Featuring
in media discourse since Sinn Fein's electoral triumph
in the Northern Assembly elections has been an element
of apprehension, in some cases undisguised alarm,
that the nationalist party might now do to Fianna
Fail what it is in the process of doing to the SDLP
- electorally suffocating it. Out of four different
columnists in three separate Sunday newspapers alerting
their readerships to the 'ominous' signals portending
from the North, the Observers Henry McDonald
alone sees Pat Rabbittes Irish Labour Party
as being most at risk. Joseph OMalley, Eoghan
Harris and Stephen Collins have all sounded the siren
although, in their view, it is not just Labour for
whom the bells toll.
Most
of what appeared in print has been distilled by Harris.

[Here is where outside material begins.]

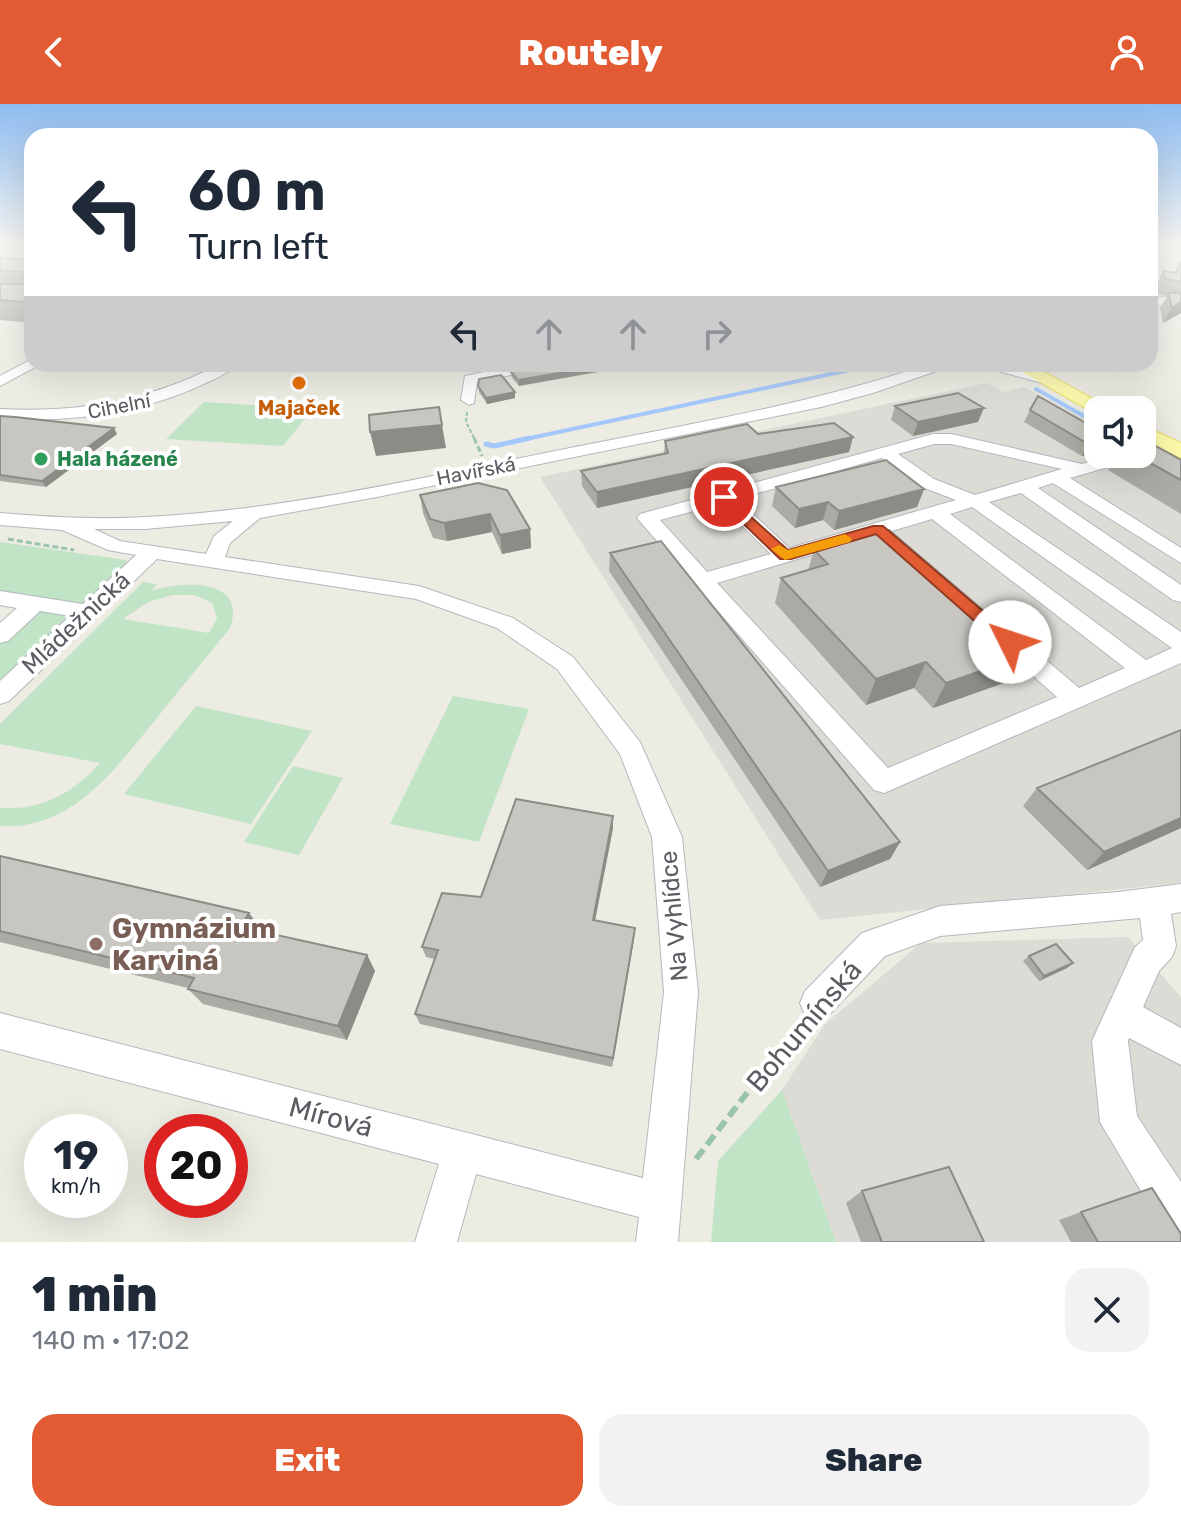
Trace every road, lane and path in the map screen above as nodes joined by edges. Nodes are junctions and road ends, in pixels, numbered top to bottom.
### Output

Sensitive to the danger of giving legs to any self-fulfilling
prophecy, he cautioned votaries of his column not
to be very afraid, just afraid. Confidence in Fianna
Fails grip on Southern political life is gnawed
at by memories of events from two decades ago. In
1982 when Sinn Fein announced its intention to mount
an electoral challenge in Jim Priors Assembly
elections towards the end of that year, the SDLP,
supremely confident that no pretender to its electoral
throne had yet been born, arrogantly trumpeted that
it would meet the challenge with 'gleeful anticipation.'
It never imagined that it was staring at the opening
seconds of what Dean Godson in the Spectator termed
its Redmond Moment. Twenty-one years on,
anticipation has been disrobed of its glee while the
partys fortunes have curdled and gone sour.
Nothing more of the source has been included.